This may (or may not) be the start of a new blog feature: “behind the photo.” My thought is to give some context to the impulse that compelled me to snap a photo.
Truthfully, I do this very thing in this space all the time. Look for any of my “City Park” posts. So I guess the only thing that’s new is that I’m attempting to brand the effort. The marketer in me dies hard.
A quick Google search tells me that both National Geographic and Time use the phrase “behind the photo” for sections of their publications. But I don’t think anyone who stumbles across this post will confuse it for either one of those esteemed periodicals.
Anyway, on Saturday, I paid a quick visit to the Garden District of New Orleans, to run into the Garden District Book Shop. (If you’re curious to read more about this great independent bookstore, click here.) What captured my attention at this corner was not so much the sign, but the wall in the background, and in particular, the people there.

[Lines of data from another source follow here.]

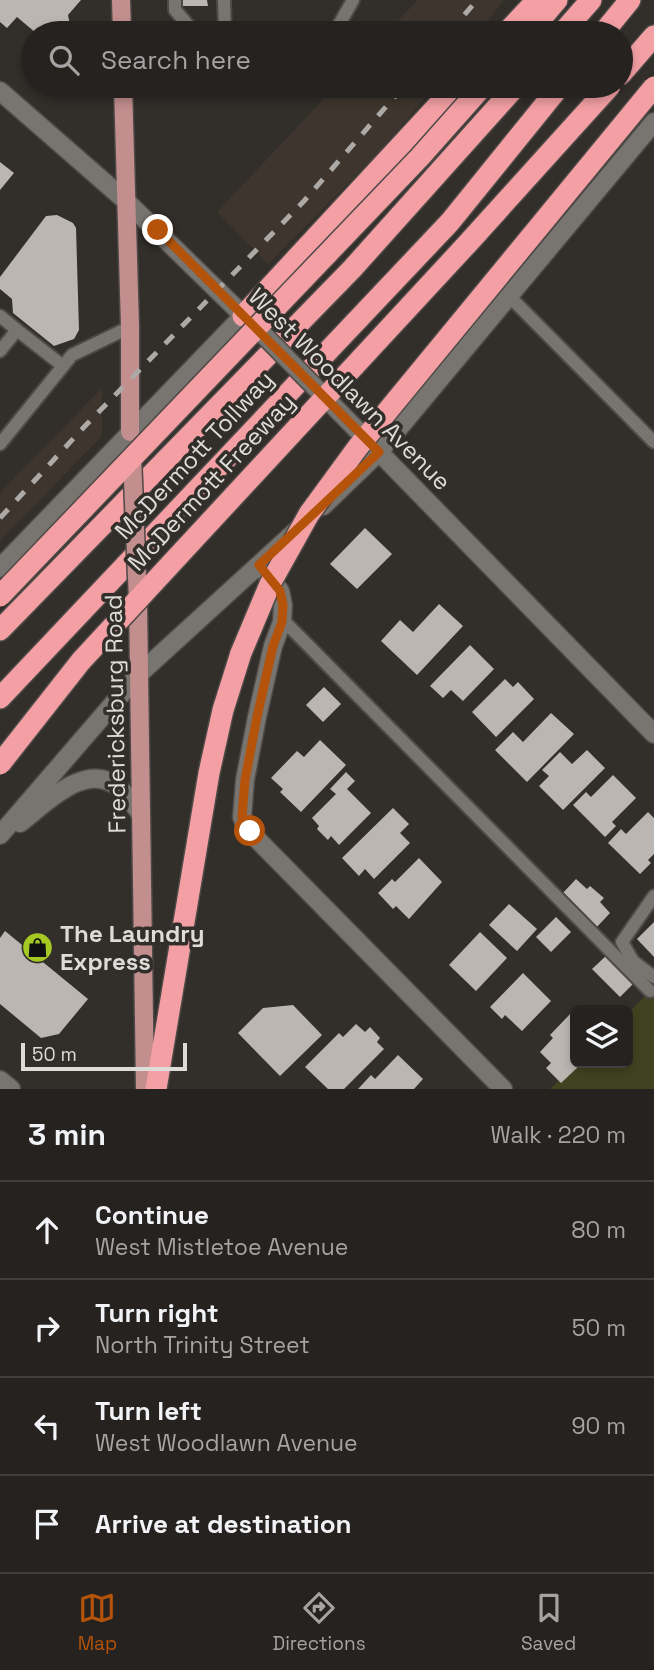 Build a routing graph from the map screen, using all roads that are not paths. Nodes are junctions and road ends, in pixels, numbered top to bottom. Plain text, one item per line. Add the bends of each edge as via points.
1 (121, 0) edge
2 (175, 0) edge
3 (224, 0) edge
4 (353, 0) edge
5 (537, 0) edge
6 (557, 0) edge
7 (591, 0) edge
8 (630, 0) edge
9 (122, 21) edge
10 (185, 21) edge
11 (225, 21) edge
12 (341, 21) edge
13 (517, 21) edge
14 (539, 21) edge
15 (573, 21) edge
16 (613, 21) edge
17 (654, 36) edge
18 (633, 60) edge
19 (654, 87) edge
20 (0, 90) edge
21 (123, 98) edge
22 (445, 98) edge
23 (472, 98) edge
24 (505, 98) edge
25 (550, 98) edge
26 (599, 98) edge
27 (652, 130) edge
28 (126, 201) junction
29 (510, 297) junction
30 (0, 316) edge
31 (249, 321) junction
32 (130, 327) junction
33 (17, 330) junction
34 (0, 351) edge
35 (63, 366) junction
36 (131, 432) junction
37 (654, 442) edge
38 (0, 444) edge
39 (379, 452) junction
40 (259, 565) junction
41 (0, 568) edge
42 (0, 596) edge
43 (282, 619) junction
44 (0, 630) edge
45 (138, 675) junction
46 (0, 698) edge
47 (654, 734) edge
48 (0, 764) edge
49 (141, 813) junction
50 (0, 836) edge
51 (654, 896) edge
52 (654, 977) edge
53 (650, 991) dead end
54 (0, 1080) edge
55 (11, 1089) edge
56 (145, 1089) edge
57 (156, 1089) edge
58 (503, 1089) edge

1 - 9 main road
2 - 10 lane via 175,10
3 - 11 lane
4 - 12 lane
5 - 13 highway
6 - 14 highway
7 - 15 highway
8 - 16 highway
17 - 18 highway
19 - 57 highway, bridge via 366,436 309,514 270,584 223,709
20 - 28 main road, West Woodlawn Avenue
21 - 28 main road, Fredericksburg Road
22 - 31 highway
23 - 42 highway, bridge
24 - 44 highway, McDermott Tollway via 352,269
25 - 46 highway, McDermott Tollway via 450,222
26 - 48 highway, McDermott Freeway, bridge via 81,661
27 - 29 main road
28 - 31 main road, West Woodlawn Avenue
28 - 32 main road, Fredericksburg Road
29 - 37 lane
29 - 39 main road
30 - 33 lane
31 - 36 main road
31 - 39 main road, West Woodlawn Avenue, bridge
32 - 35 lane via 72,355
32 - 36 main road, Fredericksburg Road
33 - 34 lane
33 - 35 lane
35 - 38 lane
36 - 41 main road
36 - 45 main road, Fredericksburg Road, bridge
39 - 40 main road
39 - 47 main road, West Woodlawn Avenue
40 - 43 main road via 280,591
40 - 45 main road
43 - 53 lane
43 - 58 main road via 245,780 242,817 246,828
45 - 49 main road, Fredericksburg Road
45 - 50 main road
49 - 50 main road via 118,786 97,778 75,782
49 - 56 main road, Fredericksburg Road
51 - 52 lane via 622,942 633,961
54 - 55 main road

That wall encloses Lafayette Cemetery No. 1, one of New Orleans’s oldest cemeteries. As I drove past the entrance, I saw a large group of folks milling about. My guess was that they were sightseers, either about to embark on or just finishing up a tour.

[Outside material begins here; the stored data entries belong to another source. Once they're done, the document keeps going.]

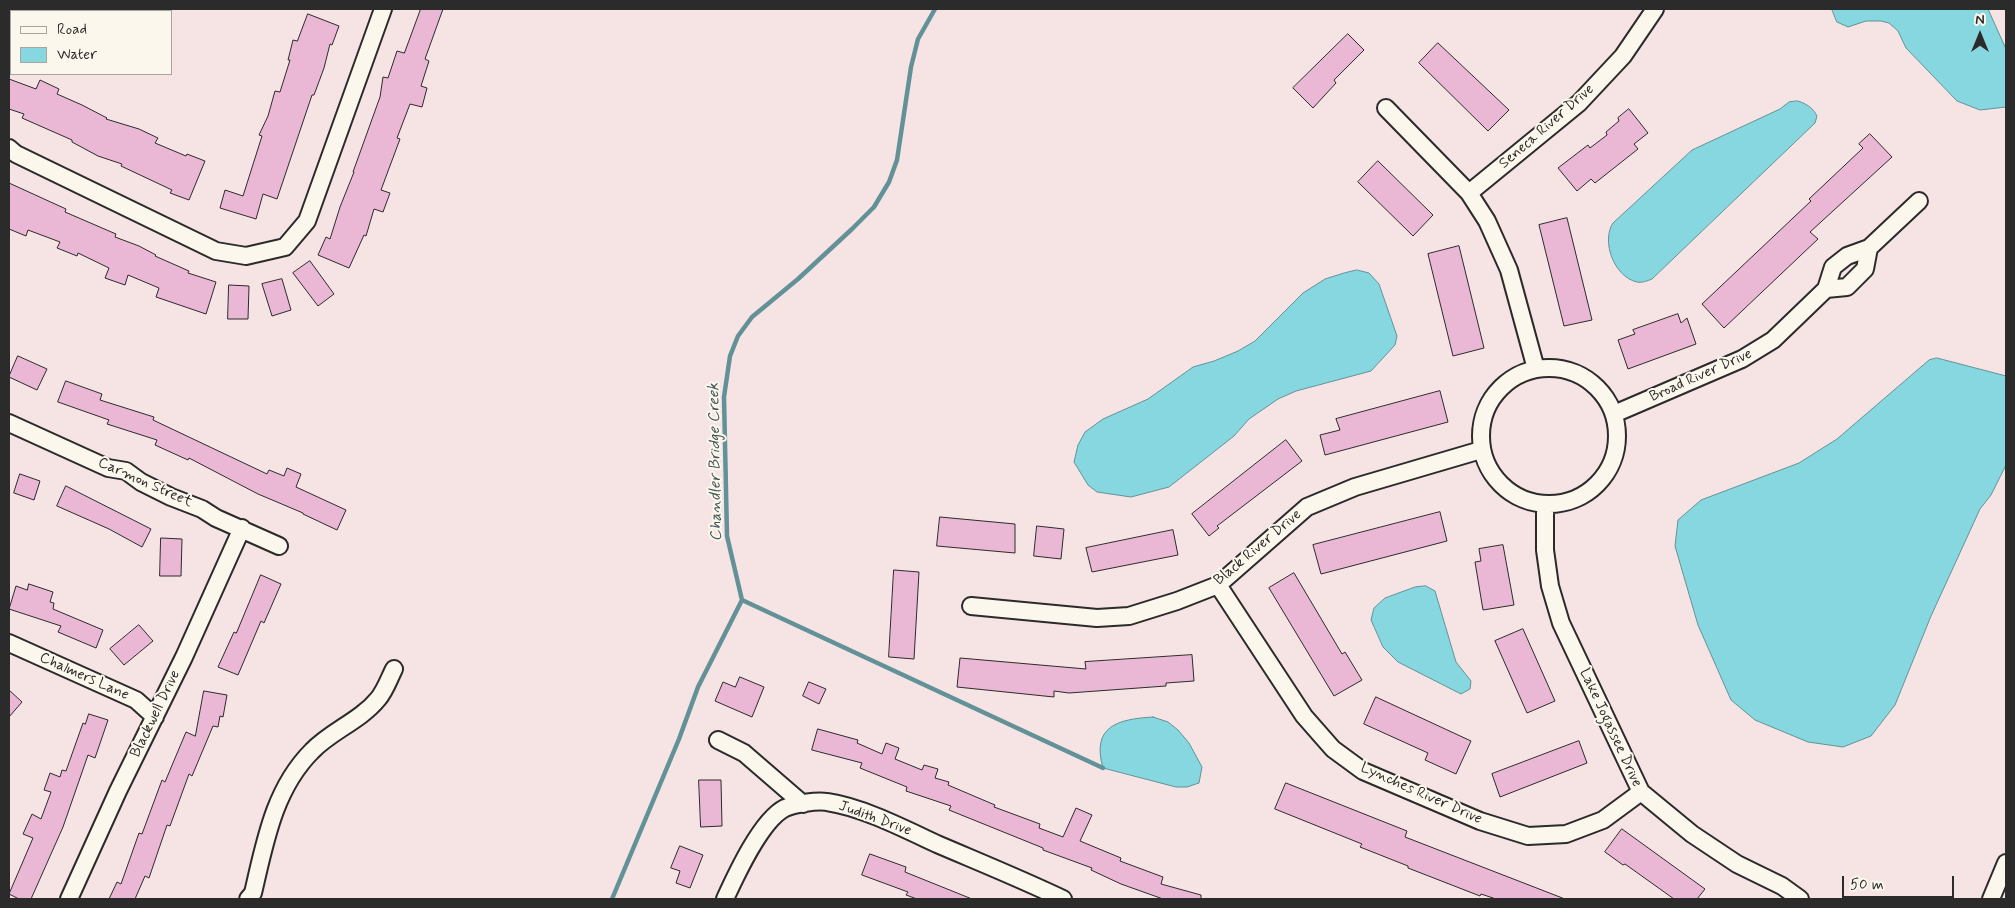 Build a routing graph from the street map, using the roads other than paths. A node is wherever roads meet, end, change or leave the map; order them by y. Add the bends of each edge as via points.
1 (384, 9) edge
2 (1652, 10) edge
3 (1386, 108) dead end
4 (9, 148) edge
5 (1469, 193) junction
6 (1919, 201) dead end
7 (1869, 248) junction
8 (1826, 289) junction
9 (1536, 369) junction
10 (1614, 414) junction
11 (9, 423) edge
12 (1482, 450) junction
13 (1545, 507) junction
14 (242, 528) junction
15 (279, 546) dead end
16 (1218, 584) junction
17 (970, 606) dead end
18 (9, 643) edge
19 (394, 669) dead end
20 (155, 717) junction
21 (718, 740) dead end
22 (1641, 792) junction
23 (803, 804) junction
24 (2006, 863) edge
25 (68, 899) edge
26 (248, 899) edge
27 (725, 899) edge
28 (1063, 899) edge
29 (1800, 899) edge
30 (1991, 899) edge

1 - 4 street via 307,221 285,247 246,256 216,251
2 - 5 street, Seneca River Drive via 1623,56 1580,103
3 - 5 street
5 - 9 street via 1487,221 1509,270
6 - 7 street, Broad River Drive
7 - 8 street, Broad River Drive via 1847,256 1833,267
7 - 8 street via 1865,269 1847,287
8 - 10 street, Broad River Drive via 1758,350
9 - 10 street via 1560,368 1589,380 1606,397
9 - 12 street via 1504,384 1490,400 1482,422
10 - 13 street via 1618,438 1611,466 1597,485 1569,503
11 - 14 street, Carmon Street via 108,468 126,472 171,497
12 - 13 street via 1490,472 1515,496
12 - 16 street, Black River Drive via 1355,488 1307,507
13 - 22 street, Lake Jogassee Drive via 1545,550 1550,586 1561,623
14 - 15 street, Carmon Street
14 - 20 street, Blackwell Drive
16 - 17 street, Black River Drive via 1129,616 1097,618
16 - 22 street, Lynches River Drive via 1304,716 1333,749 1363,771 1480,821 1528,836 1566,834 1603,820
18 - 20 street, Chalmers Lane via 136,700
19 - 26 street via 379,699 298,765 279,797 270,821 253,893
20 - 25 street, Blackwell Drive
21 - 23 street via 744,753
22 - 29 street, Lake Jogassee Drive via 1692,834
23 - 27 street, Judith Drive via 786,808 765,827 748,852
23 - 28 street, Judith Drive via 826,802 856,810
24 - 30 street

My first thought: Only in New Orleans, do you see large crowds gathered around a graveyard.
But then I remembered a time in Paris, just two years ago now, where I wandered about with friends around Père Lachaise Cemetery.
My second thought: Maybe it’s a French thing.
One final observation to finish this up. Both the name of the cemetery, and the reference on the sign to the “City of Lafayette,” can be a bit confounding to the modern-day Southern-Louisiana dweller. To me, Lafayette is the city about 140 miles west of New Orleans, that one can reach via I-10. The Internet says it’s the 4th largest city in Louisiana, which sounds about right to me.
But apparently, a different city with the name Lafayette was once also a suburb of New Orleans. Back in those days, I think the name was pretty popular, given that the Marquis de Lafayette, or General Lafayette here, was “USA all the way” during the American Revolutionary War. By a very quick and non-official count, it looks like 15 of our 50 states have towns named Lafayette, or some close variation.
Back when Lafayette became part of New Orleans, what I know as Lafayette today was called Vermilionville. It didn’t get the name “Lafayette” until 1884.
So there’s your “behind the photo” scoop, and, bonus, a random Louisiana fact.